- Problem to work on: Your copy should match the entries exactly, with the pictures left out.

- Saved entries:
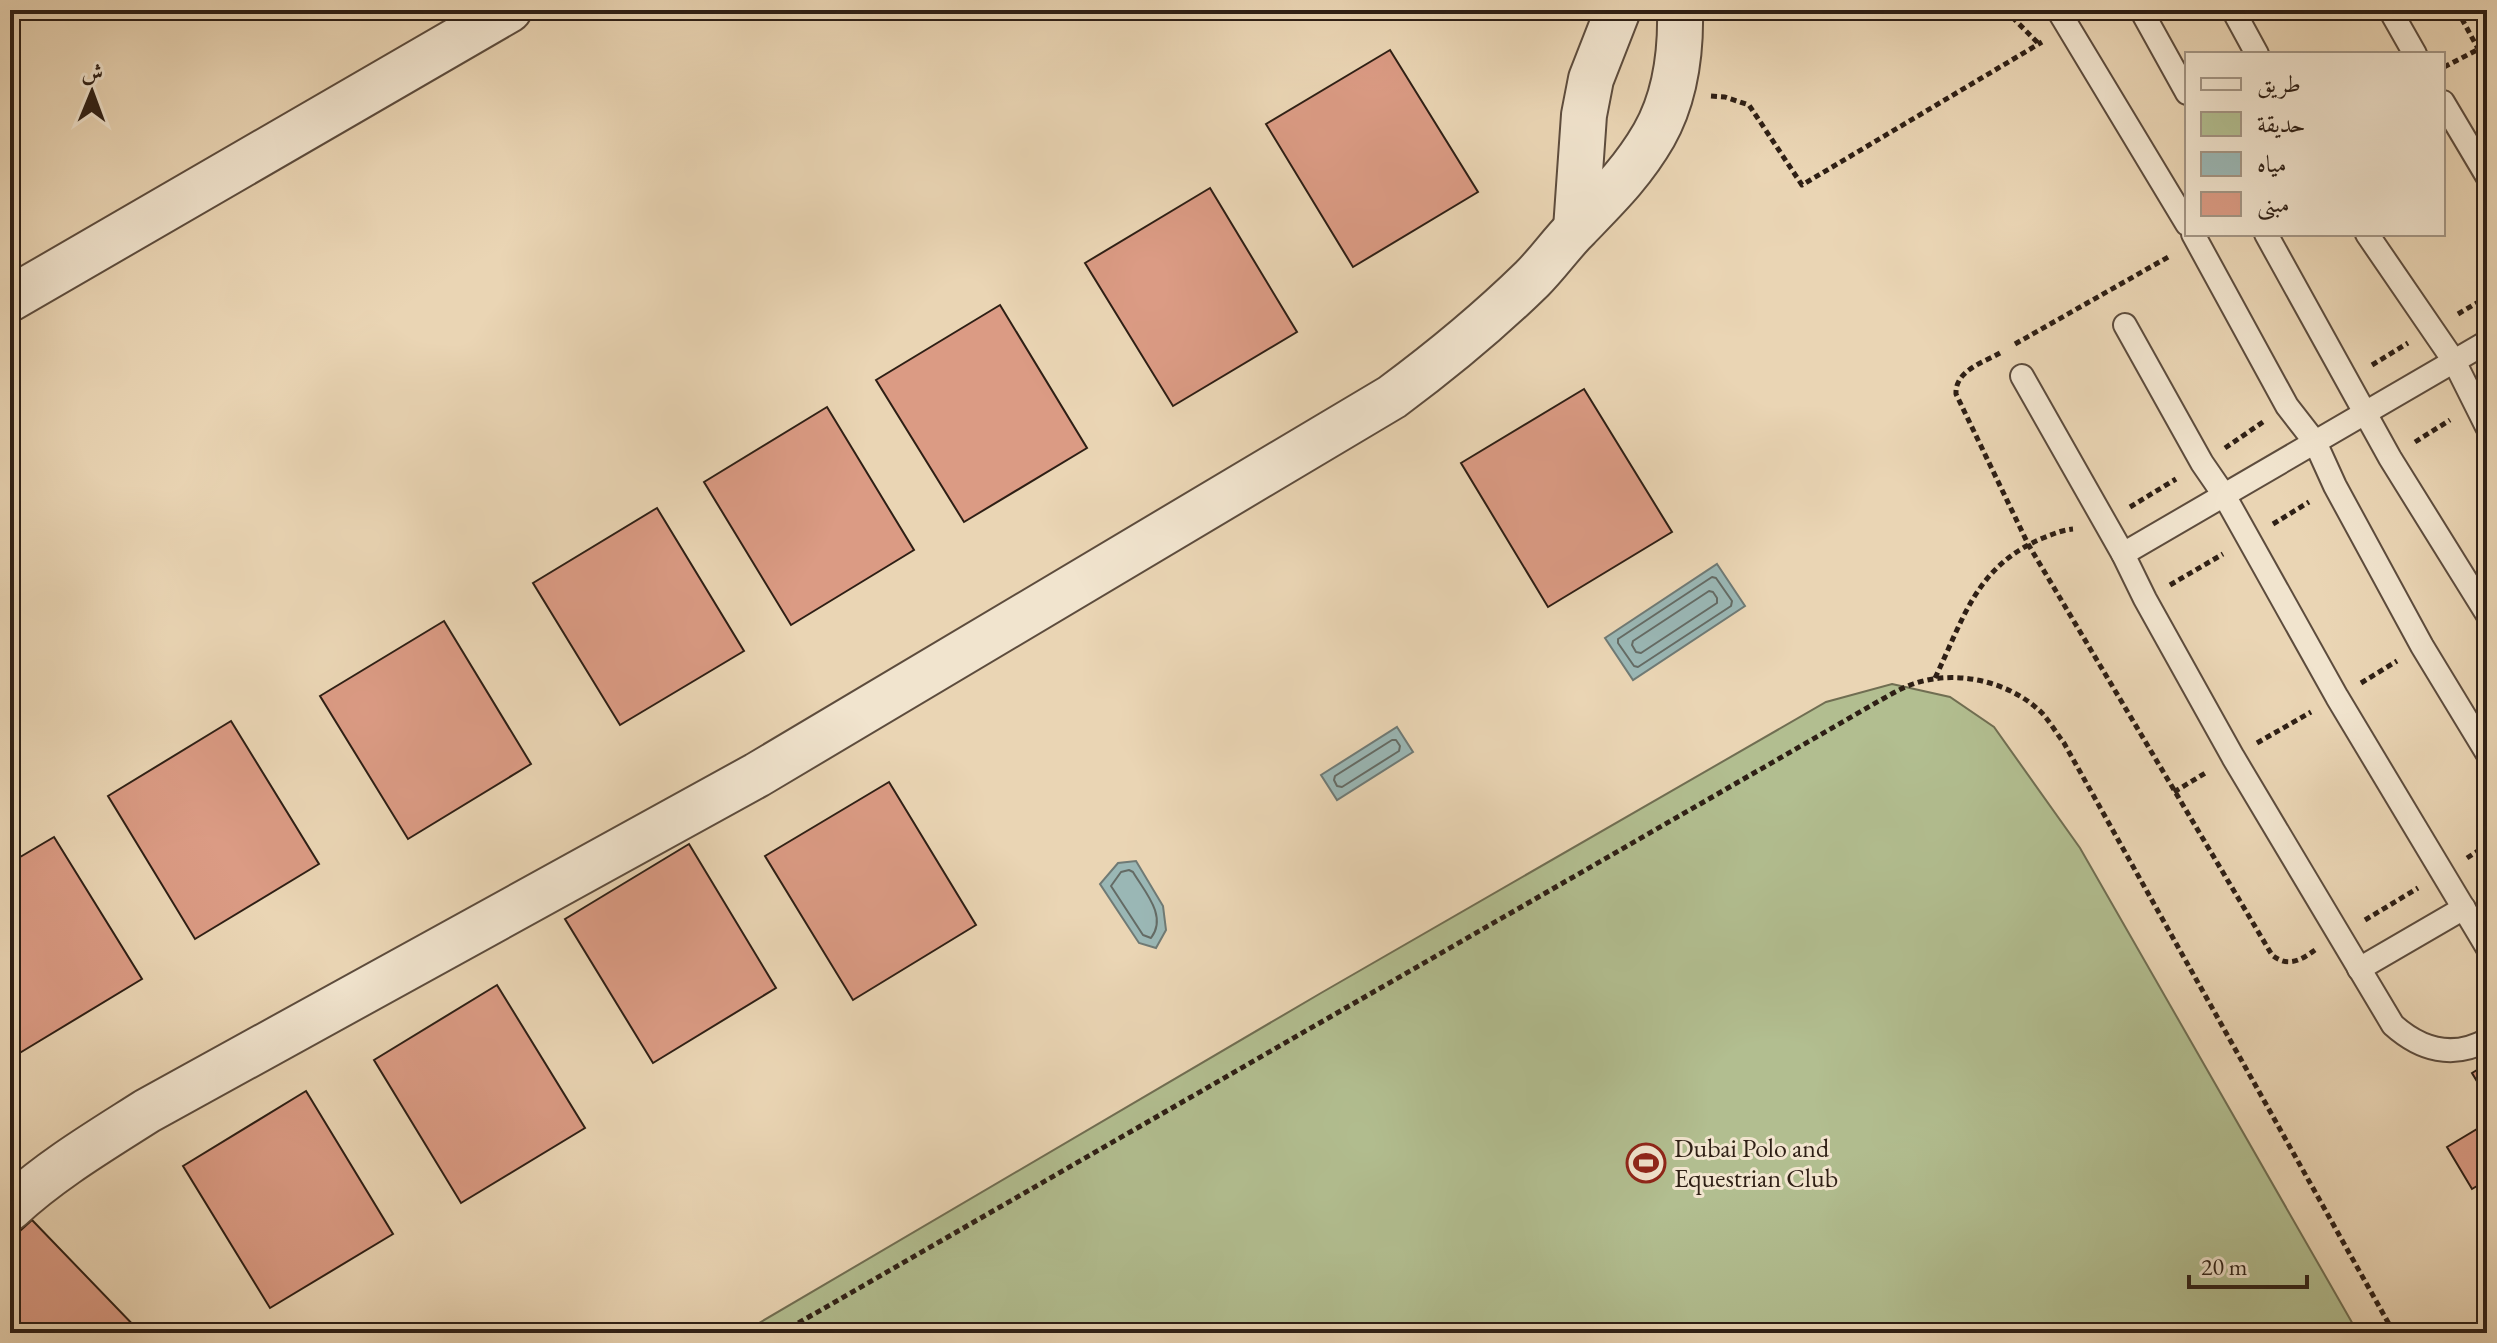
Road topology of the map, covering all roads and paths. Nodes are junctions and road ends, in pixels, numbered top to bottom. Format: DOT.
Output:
graph roads {
  1 [pos="509,10"];
  2 [pos="1618,10"];
  3 [pos="1680,10"];
  4 [pos="2005,10"];
  5 [pos="2141,10"];
  6 [pos="2233,10"];
  7 [pos="2390,10"];
  8 [pos="2457,10"];
  9 [pos="2062,17"];
  10 [pos="2039,44"];
  11 [pos="2479,49"];
  12 [pos="2256,52"];
  13 [pos="2414,52"];
  14 [pos="2487,65"];
  15 [pos="2445,66"];
  16 [pos="2185,89"];
  17 [pos="1670,92"];
  18 [pos="2445,105"];
  19 [pos="2487,176"];
  20 [pos="2185,221"];
  21 [pos="1576,229"];
  22 [pos="2194,236"];
  23 [pos="2267,236"];
  24 [pos="2368,236"];
  25 [pos="10,299"];
  26 [pos="2125,325"];
  27 [pos="2487,342"];
  28 [pos="2454,361"];
  29 [pos="2022,376"];
  30 [pos="2474,404"];
  31 [pos="2366,412"];
  32 [pos="2487,427"];
  33 [pos="2315,442"];
  34 [pos="2390,458"];
  35 [pos="2224,495"];
  36 [pos="2106,522"];
  37 [pos="2123,554"];
  38 [pos="2487,614"];
  39 [pos="2422,646"];
  40 [pos="1935,678"];
  41 [pos="2337,697"];
  42 [pos="2487,753"];
  43 [pos="2233,757"];
  44 [pos="2174,792"];
  45 [pos="2464,908"];
  46 [pos="2487,947"];
  47 [pos="2359,969"];
  48 [pos="2487,1040"];
  49 [pos="10,1208"];
  50 [pos="781,1333"];
  51 [pos="2394,1333"];
  1 -- 25 [label="street"];
  2 -- 21 [label="street"];
  3 -- 17 [label="street"];
  4 -- 10 [label="path"];
  5 -- 16 [label="lane"];
  6 -- 12 [label="lane"];
  7 -- 13 [label="lane"];
  8 -- 11 [label="path"];
  9 -- 10 [label="path"];
  9 -- 20 [label="lane"];
  10 -- 17 [label="path"];
  11 -- 14 [label="path"];
  11 -- 15 [label="path"];
  17 -- 21 [label="street"];
  18 -- 19 [label="lane"];
  21 -- 49 [label="street"];
  22 -- 33 [label="lane"];
  23 -- 31 [label="lane"];
  24 -- 28 [label="lane"];
  26 -- 35 [label="lane"];
  27 -- 28 [label="lane"];
  28 -- 30 [label="lane"];
  28 -- 31 [label="lane"];
  29 -- 36 [label="lane"];
  30 -- 32 [label="lane"];
  30 -- 34 [label="path"];
  31 -- 33 [label="lane"];
  31 -- 34 [label="lane"];
  33 -- 35 [label="lane"];
  33 -- 39 [label="lane"];
  34 -- 38 [label="lane"];
  35 -- 37 [label="lane"];
  35 -- 41 [label="lane"];
  36 -- 37 [label="lane"];
  36 -- 40 [label="path"];
  37 -- 43 [label="lane"];
  39 -- 41 [label="path"];
  39 -- 42 [label="lane"];
  40 -- 50 [label="path"];
  40 -- 51 [label="path"];
  41 -- 43 [label="path"];
  41 -- 45 [label="lane"];
  43 -- 44 [label="path"];
  43 -- 47 [label="lane"];
  45 -- 46 [label="lane"];
  45 -- 47 [label="lane"];
  47 -- 48 [label="lane"];
}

- Response to the exercise:
Road topology of the map, covering all roads and paths. Nodes are junctions and road ends, in pixels, numbered top to bottom. Format: DOT.
Output:
graph roads {
  1 [pos="509,10"];
  2 [pos="1618,10"];
  3 [pos="1680,10"];
  4 [pos="2005,10"];
  5 [pos="2141,10"];
  6 [pos="2233,10"];
  7 [pos="2390,10"];
  8 [pos="2457,10"];
  9 [pos="2062,17"];
  10 [pos="2039,44"];
  11 [pos="2479,49"];
  12 [pos="2256,52"];
  13 [pos="2414,52"];
  14 [pos="2487,65"];
  15 [pos="2445,66"];
  16 [pos="2185,89"];
  17 [pos="1670,92"];
  18 [pos="2445,105"];
  19 [pos="2487,176"];
  20 [pos="2185,221"];
  21 [pos="1576,229"];
  22 [pos="2194,236"];
  23 [pos="2267,236"];
  24 [pos="2368,236"];
  25 [pos="10,299"];
  26 [pos="2125,325"];
  27 [pos="2487,342"];
  28 [pos="2454,361"];
  29 [pos="2022,376"];
  30 [pos="2474,404"];
  31 [pos="2366,412"];
  32 [pos="2487,427"];
  33 [pos="2315,442"];
  34 [pos="2390,458"];
  35 [pos="2224,495"];
  36 [pos="2106,522"];
  37 [pos="2123,554"];
  38 [pos="2487,614"];
  39 [pos="2422,646"];
  40 [pos="1935,678"];
  41 [pos="2337,697"];
  42 [pos="2487,753"];
  43 [pos="2233,757"];
  44 [pos="2174,792"];
  45 [pos="2464,908"];
  46 [pos="2487,947"];
  47 [pos="2359,969"];
  48 [pos="2487,1040"];
  49 [pos="10,1208"];
  50 [pos="781,1333"];
  51 [pos="2394,1333"];
  1 -- 25 [label="street"];
  2 -- 21 [label="street"];
  3 -- 17 [label="street"];
  4 -- 10 [label="path"];
  5 -- 16 [label="lane"];
  6 -- 12 [label="lane"];
  7 -- 13 [label="lane"];
  8 -- 11 [label="path"];
  9 -- 10 [label="path"];
  9 -- 20 [label="lane"];
  10 -- 17 [label="path"];
  11 -- 14 [label="path"];
  11 -- 15 [label="path"];
  17 -- 21 [label="street"];
  18 -- 19 [label="lane"];
  21 -- 49 [label="street"];
  22 -- 33 [label="lane"];
  23 -- 31 [label="lane"];
  24 -- 28 [label="lane"];
  26 -- 35 [label="lane"];
  27 -- 28 [label="lane"];
  28 -- 30 [label="lane"];
  28 -- 31 [label="lane"];
  29 -- 36 [label="lane"];
  30 -- 32 [label="lane"];
  30 -- 34 [label="path"];
  31 -- 33 [label="lane"];
  31 -- 34 [label="lane"];
  33 -- 35 [label="lane"];
  33 -- 39 [label="lane"];
  34 -- 38 [label="lane"];
  35 -- 37 [label="lane"];
  35 -- 41 [label="lane"];
  36 -- 37 [label="lane"];
  36 -- 40 [label="path"];
  37 -- 43 [label="lane"];
  39 -- 41 [label="path"];
  39 -- 42 [label="lane"];
  40 -- 50 [label="path"];
  40 -- 51 [label="path"];
  41 -- 43 [label="path"];
  41 -- 45 [label="lane"];
  43 -- 44 [label="path"];
  43 -- 47 [label="lane"];
  45 -- 46 [label="lane"];
  45 -- 47 [label="lane"];
  47 -- 48 [label="lane"];
}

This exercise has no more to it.